Solitary, I'm wondering whether you make any allowances for summer born children. Summer term in reception could mean almost 6 for some children, but some could still be 4. Quite a difference, and I'd be unimpressed if a teacher made any child, particularly a summer born, feel like they couldn't ask for help.

IdaShaggim Sun 19-Jun-16 21:13:44

I have a 6 yr old DD and did 'staged withdrawal' on this!! We are now down to wiping once a day only (last thing at night before bed... She's tired and I can't be arsed with the drama). I suspect she'll start wiping herself at nighttime too as time goes on.

TheSolitaryBoojum Sun 19-Jun-16 21:15:06

Oh they ask for help and get it, without any indication of disapproval from me. I find a number of parents avoid having to spend the time, effort and bother of getting their children to wipe bottoms and other basic skills.
I've had children come out of the toilets and announce 'I've wiped x's bottom because they couldn't do it, and I washed my hands'
They are happy to ask whoever is available to help, sometimes they just shout out and wait. grinSometimes they ask whoever is in with them to do it. Unisex toilets in reception.
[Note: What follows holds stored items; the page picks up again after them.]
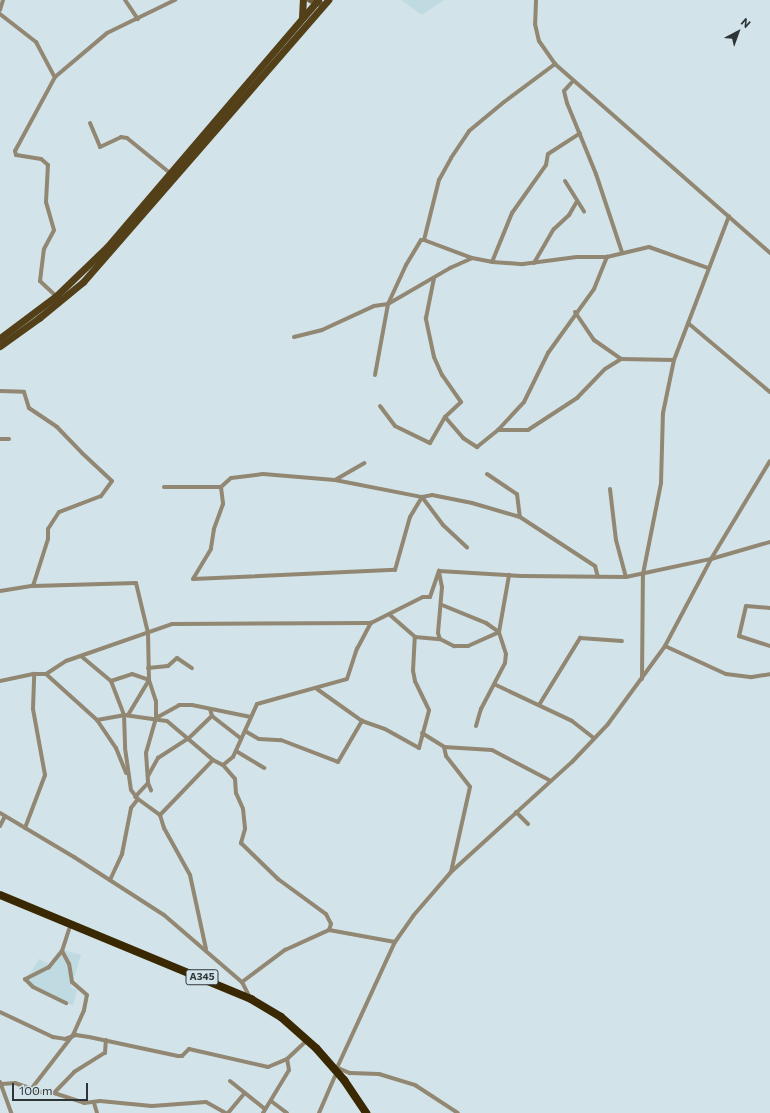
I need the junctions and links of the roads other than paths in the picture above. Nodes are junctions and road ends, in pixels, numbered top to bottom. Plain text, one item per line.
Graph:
1 (3, 0) edge
2 (125, 0) edge
3 (175, 0) edge
4 (304, 0) edge
5 (536, 0) edge
6 (315, 1) edge
7 (326, 2) edge
8 (0, 10) edge
9 (0, 14) edge
10 (302, 18) junction
11 (138, 19) junction
12 (555, 64) junction
13 (55, 77) junction
14 (573, 81) junction
15 (90, 123) dead end
16 (580, 133) junction
17 (170, 173) junction
18 (565, 181) dead end
19 (576, 203) junction
20 (584, 212) dead end
21 (729, 216) junction
22 (424, 240) junction
23 (622, 252) junction
24 (770, 253) edge
25 (607, 257) junction
26 (472, 258) junction
27 (492, 262) junction
28 (534, 263) junction
29 (708, 268) junction
30 (434, 278) junction
31 (56, 296) junction
32 (388, 304) junction
33 (575, 312) junction
34 (688, 323) junction
35 (294, 337) dead end
36 (0, 338) edge
37 (0, 346) edge
38 (621, 359) junction
39 (674, 360) junction
40 (375, 375) dead end
41 (0, 391) edge
42 (770, 392) edge
43 (380, 406) dead end
44 (445, 417) junction
45 (498, 430) junction
46 (0, 439) edge
47 (9, 439) dead end
48 (770, 461) edge
49 (364, 463) dead end
50 (487, 474) dead end
51 (335, 480) junction
52 (164, 487) dead end
53 (221, 487) junction
54 (610, 489) dead end
55 (422, 497) junction
56 (520, 517) junction
57 (770, 542) edge
58 (467, 547) dead end
59 (711, 559) junction
60 (439, 571) junction
61 (644, 574) junction
62 (509, 575) junction
63 (598, 577) junction
64 (626, 577) junction
65 (33, 586) junction
66 (0, 591) edge
67 (442, 605) junction
68 (770, 608) edge
69 (390, 615) junction
70 (371, 623) junction
71 (499, 632) junction
72 (148, 634) junction
73 (415, 637) junction
74 (440, 639) junction
75 (622, 641) dead end
76 (665, 646) junction
77 (770, 646) edge
78 (81, 656) junction
79 (148, 668) junction
80 (192, 668) dead end
81 (34, 674) junction
82 (46, 674) junction
83 (770, 674) edge
84 (642, 679) junction
85 (148, 680) junction
86 (0, 681) edge
87 (111, 682) junction
88 (496, 685) junction
89 (317, 689) junction
90 (540, 704) junction
91 (210, 709) junction
92 (126, 715) junction
93 (212, 716) junction
94 (251, 717) junction
95 (156, 718) junction
96 (97, 720) junction
97 (362, 720) junction
98 (476, 726) dead end
99 (245, 731) junction
100 (422, 733) junction
101 (189, 738) junction
102 (594, 738) junction
103 (241, 739) junction
104 (444, 747) junction
105 (236, 751) junction
106 (213, 760) junction
107 (223, 765) junction
108 (264, 768) dead end
109 (148, 776) junction
110 (129, 779) junction
111 (549, 780) junction
112 (148, 783) junction
113 (151, 790) dead end
114 (136, 798) junction
115 (516, 812) junction
116 (0, 813) edge
117 (160, 815) junction
118 (5, 816) junction
119 (528, 824) dead end
120 (0, 826) edge
121 (25, 828) junction
122 (451, 872) junction
123 (110, 880) junction
124 (0, 895) edge
125 (0, 901) edge
126 (69, 929) junction
127 (329, 930) junction
128 (395, 942) junction
129 (206, 950) junction
130 (62, 951) junction
131 (242, 982) junction
132 (251, 999) junction
133 (66, 1003) dead end
134 (0, 1012) edge
135 (73, 1035) junction
136 (106, 1040) junction
137 (304, 1043) junction
138 (287, 1059) junction
139 (336, 1071) junction
140 (230, 1081) dead end
141 (1, 1083) edge
142 (32, 1088) junction
143 (54, 1093) junction
144 (245, 1093) junction
145 (271, 1101) junction
146 (94, 1103) junction
147 (264, 1111) edge
148 (11, 1113) edge
149 (97, 1113) edge
150 (227, 1113) edge
151 (287, 1113) edge
152 (319, 1113) edge
153 (360, 1113) edge
154 (366, 1113) edge
155 (458, 1113) edge

1 - 8 street
2 - 11 street
3 - 11 street
4 - 10 main road
5 - 12 street
6 - 7 street
6 - 10 main road
7 - 37 main road
9 - 13 street
10 - 17 main road
11 - 13 street
12 - 14 street
12 - 22 street
13 - 31 street
14 - 16 street
14 - 21 street
15 - 17 street
16 - 23 street
16 - 27 street
17 - 31 main road
18 - 19 street
19 - 20 street
19 - 28 street
21 - 24 street
21 - 29 street
22 - 26 street
22 - 32 street
23 - 25 street
23 - 29 street
25 - 28 street
25 - 33 street
26 - 27 street
26 - 30 street
27 - 28 street
29 - 34 street
30 - 32 street
30 - 44 street
31 - 36 main road
32 - 35 street
32 - 40 street
33 - 38 street
33 - 45 street
34 - 39 street
34 - 42 street
38 - 39 street
38 - 45 street
39 - 61 street
41 - 65 street
43 - 44 street
44 - 45 street
46 - 47 street
48 - 59 street
49 - 51 street
50 - 56 street
51 - 53 street
51 - 55 street
52 - 53 street
53 - 55 street
54 - 64 street
55 - 56 street
55 - 58 street
56 - 63 street
57 - 59 street
59 - 61 street
59 - 76 street
60 - 62 street
60 - 67 street
60 - 69 street
61 - 64 street
61 - 84 street
62 - 63 street
62 - 71 street
63 - 64 street
65 - 66 street
65 - 72 street
67 - 71 street
67 - 74 street
68 - 77 street
69 - 70 street
69 - 73 street
70 - 72 street
70 - 89 street
71 - 74 street
71 - 88 street
72 - 78 street
72 - 79 street
73 - 74 street
73 - 100 street
75 - 90 street
76 - 83 street
76 - 84 street
78 - 82 street
78 - 87 street
79 - 80 street
79 - 85 street
81 - 82 street
81 - 86 street
81 - 121 street
82 - 96 street
84 - 102 street
85 - 87 street
85 - 92 street
85 - 95 street
87 - 92 street
88 - 90 street
88 - 98 street
89 - 94 street
89 - 97 street
90 - 102 street
91 - 93 street
91 - 94 street
91 - 95 street
92 - 95 street
92 - 96 street
92 - 110 street
93 - 101 street
93 - 103 street
94 - 99 street
95 - 101 street
95 - 109 street
96 - 110 street
97 - 99 street
97 - 100 street
99 - 103 street
100 - 104 street
101 - 106 street
101 - 109 street
102 - 111 street
103 - 105 street
104 - 111 street
104 - 122 street
105 - 107 street
105 - 108 street
106 - 107 street
106 - 117 street
107 - 127 street
109 - 112 street
110 - 114 street
111 - 115 street
112 - 113 street
112 - 114 street
114 - 117 street
114 - 123 street
115 - 119 street
115 - 122 street
116 - 118 street
117 - 129 street
118 - 120 street
118 - 121 street
121 - 123 street
122 - 128 street
123 - 129 street
124 - 132 highway, A345
125 - 126 highway, A345
126 - 130 street
126 - 137 highway, A345
127 - 128 street
127 - 131 street
128 - 139 street
129 - 131 street
130 - 133 street
130 - 135 street
131 - 132 street
132 - 139 highway, A345
134 - 135 street
135 - 136 street
135 - 142 street
136 - 138 street
136 - 143 street
137 - 138 street
137 - 139 highway, A345
138 - 145 street
139 - 152 street
139 - 153 highway, A345
139 - 154 highway, A345
139 - 155 street
140 - 144 street
141 - 142 street
141 - 148 street
142 - 143 street
143 - 146 street
144 - 147 street
144 - 150 street
145 - 147 street
145 - 151 street
146 - 149 street
146 - 150 street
paxillin Sun 19-Jun-16 21:16:27

Bum wiping services simply weren't offered by our primary school. Children with SN were given help of course.

InsaneDame Sun 19-Jun-16 21:17:23

I think 4 is quite old enough to be wiping their own bottom. I really think this is something they should have been taught to do before school - the teachers have a class full of kids and I don't think they could leave the class to wipe a bottom? Or even allowed to?!

BretonTop Sun 19-Jun-16 21:18:11

Hello LakeFlyPie! I recognise your name from years ago (are you an ex-Doomer? I've name changed!). Glad I'm not alone with a 5.5yr old with holder. Mine won't even go at the Grandparents now sad He has amazing skills to hold it in so well, I've no idea how he does it. He's always been "I don't 'go' out and about - only at home". It's weird. I don't know where he got it from (not me!).

He would sooner die than go at school, though agree the poster who is a teacher (Reception?) doesn't sound particularly empathetic? Some kids in his class still have accidents, and I'd like to think the lovely staff there are sympathetic and kind.

Oh, I so know what people mean when they say they're not sure their child's arm is long enough to reach, too!